Based on the classic gothic novel of the same title by Lois Duncan, “Down a Dark Hall” unveils young woman named Kit (Robb), a difficult girl sent to the mysterious Blackwood Boarding School when her heated temper becomes too much for her mother to handle. Once she arrives at Blackwood, Kit encounters eccentric headmistress Madame Duret (Thurman) and meets the school’s only other students, four young women also headed down a troubled path. While exploring the labyrinthine corridors of the school, Kit and her classmates discover a secret that Blackwood Manor has been hiding for years.
As troubled young women arrive at Blackwood boarding school in “Down A Dark Hall”, their personalities and pasts slowly become clear. The actresses who play these complex, charismatic characters found themselves entranced by working on the film, challenged by its artistry, and excited by Rodrigo Cortés’ unique vision for the story. “The five girls all have very different personas,” says Cortés.
“The way each of them reacts to the same things is totally different, and they all project such different energies.” “Kit is us and we are Kit,” says Cortés of the film’s main character, played by AnnaSophia Robb. “She guides the audience’s eyes, and throughout the film, we feel things through her.” “Kit is a young lady who is trying to figure out the kind of woman she’ll become,” says Cortés. “She is constantly struggling against the rest of the world and feels the kind of tension every teenager feels when they think that everything is hostile around them. She’s observant and analyzes things, but she’s also bold, and is eager to do what needs to be done no matter the risk.”
Robb has been one of Hollywood’s most emotionally attuned young actresses for almost a decade, since playing Violet Beauregarde in Tim Burton’s Charlie and the Chocolate Factory and Leslie in Bridge to Terabithia.
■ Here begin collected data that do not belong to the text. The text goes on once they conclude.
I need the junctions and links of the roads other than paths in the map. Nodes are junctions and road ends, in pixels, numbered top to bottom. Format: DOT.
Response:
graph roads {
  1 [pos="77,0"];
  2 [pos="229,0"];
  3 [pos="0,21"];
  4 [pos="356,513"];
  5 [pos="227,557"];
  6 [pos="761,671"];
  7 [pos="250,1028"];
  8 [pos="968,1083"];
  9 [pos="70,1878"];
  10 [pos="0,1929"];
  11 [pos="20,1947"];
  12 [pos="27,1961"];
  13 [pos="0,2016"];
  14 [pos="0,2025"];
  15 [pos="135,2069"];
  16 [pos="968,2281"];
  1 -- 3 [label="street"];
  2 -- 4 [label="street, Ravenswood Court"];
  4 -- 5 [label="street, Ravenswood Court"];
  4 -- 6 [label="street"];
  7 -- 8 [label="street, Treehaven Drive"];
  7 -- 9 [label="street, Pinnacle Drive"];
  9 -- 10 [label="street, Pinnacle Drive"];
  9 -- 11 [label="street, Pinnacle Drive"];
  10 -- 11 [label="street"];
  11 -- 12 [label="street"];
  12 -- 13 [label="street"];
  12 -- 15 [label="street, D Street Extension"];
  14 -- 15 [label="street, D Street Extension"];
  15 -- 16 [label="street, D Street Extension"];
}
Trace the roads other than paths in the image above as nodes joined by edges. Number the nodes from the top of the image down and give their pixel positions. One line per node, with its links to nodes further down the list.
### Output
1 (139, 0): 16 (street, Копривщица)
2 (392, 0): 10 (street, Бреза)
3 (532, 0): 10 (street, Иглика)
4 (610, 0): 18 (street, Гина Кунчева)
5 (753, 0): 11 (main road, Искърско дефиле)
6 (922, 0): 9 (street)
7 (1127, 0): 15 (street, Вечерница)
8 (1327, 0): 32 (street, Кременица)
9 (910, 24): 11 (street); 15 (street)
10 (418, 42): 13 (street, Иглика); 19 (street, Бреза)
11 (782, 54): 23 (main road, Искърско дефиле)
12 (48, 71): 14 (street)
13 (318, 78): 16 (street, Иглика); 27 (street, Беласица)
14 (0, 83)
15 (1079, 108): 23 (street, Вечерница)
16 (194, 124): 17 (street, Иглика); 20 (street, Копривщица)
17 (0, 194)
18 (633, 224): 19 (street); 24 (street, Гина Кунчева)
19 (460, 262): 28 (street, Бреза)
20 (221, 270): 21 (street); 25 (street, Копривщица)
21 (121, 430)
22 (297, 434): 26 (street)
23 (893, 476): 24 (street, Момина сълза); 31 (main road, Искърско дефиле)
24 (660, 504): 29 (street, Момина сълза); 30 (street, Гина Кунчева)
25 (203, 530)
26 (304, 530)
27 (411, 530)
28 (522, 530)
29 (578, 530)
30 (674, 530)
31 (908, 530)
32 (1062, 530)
She followed up with Race to Witch Mountain, The Space Between, the true-life drama Soul Surfer, the Sundance hit The Way, Way Back, and, on TV, young Carrie Bradshaw on The Carrie Diaries and a Civil War-era woman on Mercy Street.
One of the things that drew her to “Down A Dark Hall,” she says, was Kit’s uniqueness. “Kit also has a lot of anger, though, and doesn’t feel like she’s been heard by her mother or teachers or other authority figures,” Robb says. “There’s pent-up aggression inside of her, as well as loss and sadness about her father, and a feeling of not really knowing how to be able to express herself.”
“Down a Dark Hall” opens August 8 in cinemas nationwide from Pioneer Films.